Today I am going to share how I made this embroidered dry erase board, and I'll even throw in a little satin stitch tutorial.
I love making lists - especially to do lists. It feels good to get all of your thoughts and tasks out and feels even better to mark them off. (Anyone else add tasks like "Wake up" or "Feed dog" just so you can have something to mark off? ha!) I have seen lots of great ideas involving using a frame to make a dry erase board, so I thought incorporating embroidery with that idea would be perfect.
What you'll need:
- an 8"x10" frame
-material of your choice (about 10" x 12")
-embroidery thread, needle, water soluble pen and scissors
-hot glue gun
-sewing machine (optional)
The first and biggest task is coming up with a pattern.
Start by tracing the inside of your frame. You should do it this way because even though you have an 8"x10" frame, that doesn't mean that the whole 8"x10" of your work will be viewable. In my case, you could only see about 7.5"x9.5" inches of what was framed. Add lines for the items of your list and a heading. If you are feeling extra brave, draw a few shapes. My drawing ability limits me to arrows so that is what I went with.
Once you have the pattern drawn, trace it onto your fabric using a water soluble ink pen. I used my light box for this, but a brightly lit window will do the trick.

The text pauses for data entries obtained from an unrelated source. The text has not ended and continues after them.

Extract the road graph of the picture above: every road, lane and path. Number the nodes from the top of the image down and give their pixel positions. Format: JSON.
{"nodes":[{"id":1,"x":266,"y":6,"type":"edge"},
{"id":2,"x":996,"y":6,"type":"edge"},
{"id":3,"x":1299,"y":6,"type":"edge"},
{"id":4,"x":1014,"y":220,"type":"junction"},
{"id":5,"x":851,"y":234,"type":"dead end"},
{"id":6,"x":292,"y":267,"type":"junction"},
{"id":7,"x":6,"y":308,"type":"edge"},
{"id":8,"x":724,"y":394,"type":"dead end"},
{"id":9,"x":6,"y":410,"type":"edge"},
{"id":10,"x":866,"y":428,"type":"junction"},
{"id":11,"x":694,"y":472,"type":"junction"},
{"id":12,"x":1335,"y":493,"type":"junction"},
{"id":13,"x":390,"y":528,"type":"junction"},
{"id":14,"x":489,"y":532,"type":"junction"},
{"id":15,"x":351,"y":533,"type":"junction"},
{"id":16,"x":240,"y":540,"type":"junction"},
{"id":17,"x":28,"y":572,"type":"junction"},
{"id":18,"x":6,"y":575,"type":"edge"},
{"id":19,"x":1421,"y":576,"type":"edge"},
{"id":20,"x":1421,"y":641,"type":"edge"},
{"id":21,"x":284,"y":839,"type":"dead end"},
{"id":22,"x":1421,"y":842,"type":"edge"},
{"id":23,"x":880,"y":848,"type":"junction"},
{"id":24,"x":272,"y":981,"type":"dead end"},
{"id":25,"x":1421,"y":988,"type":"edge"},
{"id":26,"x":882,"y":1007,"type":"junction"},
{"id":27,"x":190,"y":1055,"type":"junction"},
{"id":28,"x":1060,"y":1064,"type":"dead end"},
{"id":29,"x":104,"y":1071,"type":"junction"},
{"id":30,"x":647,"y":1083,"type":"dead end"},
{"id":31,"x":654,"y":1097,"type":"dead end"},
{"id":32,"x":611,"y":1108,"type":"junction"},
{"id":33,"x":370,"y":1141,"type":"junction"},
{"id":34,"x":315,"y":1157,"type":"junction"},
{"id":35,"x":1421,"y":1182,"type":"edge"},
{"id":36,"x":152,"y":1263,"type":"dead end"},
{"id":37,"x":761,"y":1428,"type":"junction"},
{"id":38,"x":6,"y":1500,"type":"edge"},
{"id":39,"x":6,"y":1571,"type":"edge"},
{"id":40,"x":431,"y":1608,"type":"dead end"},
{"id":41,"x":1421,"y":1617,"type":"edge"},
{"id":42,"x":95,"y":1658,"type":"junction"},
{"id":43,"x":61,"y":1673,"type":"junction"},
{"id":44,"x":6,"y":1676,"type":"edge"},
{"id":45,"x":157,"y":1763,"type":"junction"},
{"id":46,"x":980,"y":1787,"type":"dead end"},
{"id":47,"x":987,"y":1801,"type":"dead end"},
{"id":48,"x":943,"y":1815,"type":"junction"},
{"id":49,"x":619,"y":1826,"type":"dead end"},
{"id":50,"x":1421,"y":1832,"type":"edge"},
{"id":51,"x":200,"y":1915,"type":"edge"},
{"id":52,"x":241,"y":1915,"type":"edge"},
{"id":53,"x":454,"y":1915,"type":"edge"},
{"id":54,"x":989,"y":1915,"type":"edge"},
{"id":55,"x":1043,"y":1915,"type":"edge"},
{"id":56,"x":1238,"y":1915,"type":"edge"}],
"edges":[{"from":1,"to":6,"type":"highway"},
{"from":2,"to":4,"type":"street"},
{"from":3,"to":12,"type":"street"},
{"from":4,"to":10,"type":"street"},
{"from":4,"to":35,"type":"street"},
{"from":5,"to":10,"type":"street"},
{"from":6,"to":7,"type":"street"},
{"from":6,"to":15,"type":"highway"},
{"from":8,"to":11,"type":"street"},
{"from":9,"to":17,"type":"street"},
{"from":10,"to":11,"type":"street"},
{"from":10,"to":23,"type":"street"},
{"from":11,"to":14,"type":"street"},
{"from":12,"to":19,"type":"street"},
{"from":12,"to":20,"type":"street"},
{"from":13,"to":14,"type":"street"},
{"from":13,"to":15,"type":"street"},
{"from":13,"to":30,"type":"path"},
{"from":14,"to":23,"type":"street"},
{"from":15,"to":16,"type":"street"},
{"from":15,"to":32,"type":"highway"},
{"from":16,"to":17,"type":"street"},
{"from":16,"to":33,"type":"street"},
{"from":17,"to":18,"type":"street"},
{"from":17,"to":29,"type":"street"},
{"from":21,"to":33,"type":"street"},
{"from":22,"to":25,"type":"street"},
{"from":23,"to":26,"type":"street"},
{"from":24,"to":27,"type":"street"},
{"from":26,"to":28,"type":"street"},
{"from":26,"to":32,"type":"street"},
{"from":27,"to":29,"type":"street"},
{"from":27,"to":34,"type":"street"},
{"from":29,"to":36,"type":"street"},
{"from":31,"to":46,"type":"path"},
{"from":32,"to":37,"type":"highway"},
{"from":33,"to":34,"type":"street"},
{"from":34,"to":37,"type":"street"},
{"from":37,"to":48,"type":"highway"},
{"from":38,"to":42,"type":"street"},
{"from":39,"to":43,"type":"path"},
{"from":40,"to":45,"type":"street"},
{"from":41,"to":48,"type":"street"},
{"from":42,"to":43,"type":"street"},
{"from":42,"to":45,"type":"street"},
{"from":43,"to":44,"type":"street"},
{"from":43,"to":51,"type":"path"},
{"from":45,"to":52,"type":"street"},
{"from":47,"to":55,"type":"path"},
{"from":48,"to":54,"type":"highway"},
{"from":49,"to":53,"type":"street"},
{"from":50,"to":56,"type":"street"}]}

After you have your pattern traced, use your sewing machine to stitch the lines. You could do this step last, in the middle, or even skip it all together, but I went ahead and did it first because my sewing machine is right next to my light box.
With your pattern traced and lines machine stitched, you are ready to embroider.
For all of the letters and shapes, I just used the back stitch. (See my tutorial for that here.) Did you notice that the "o's" have a little something extra? I used a satin stitch to fill them in. Let's go over a simple tutorial for this pretty stitch.
1. Bring your needle up on one side (in my case, the left) and insert it down on the other side of the shape you want filled.
2. Under your previous stitch, bring your needle up on the left again. Don't try to save thread and bring it back up on the right - it is really hard to keep your stitches close enough and even enough to look pretty.
3. Put your needle back down on the right side, directly under your last stitch.
4. Repeat, repeat, repeat until you have filled in your shape. Keeping your stitches even and straight on both sides can be a challenge. Don't give up! Pull it out and try again, or do your best and make it work. After a few tries, it gets easier.
Don't worry if your outside edges aren't perfectly lined up or even. I have a solution for that.
Simply back stitch around your shape and it looks perfectly, evenly filled in.
Finish stitching the rest of your piece and wrap it onto a piece of cardboard using hot glue. Once it's cooled, pop it in your frame and you are ready to get going on your list.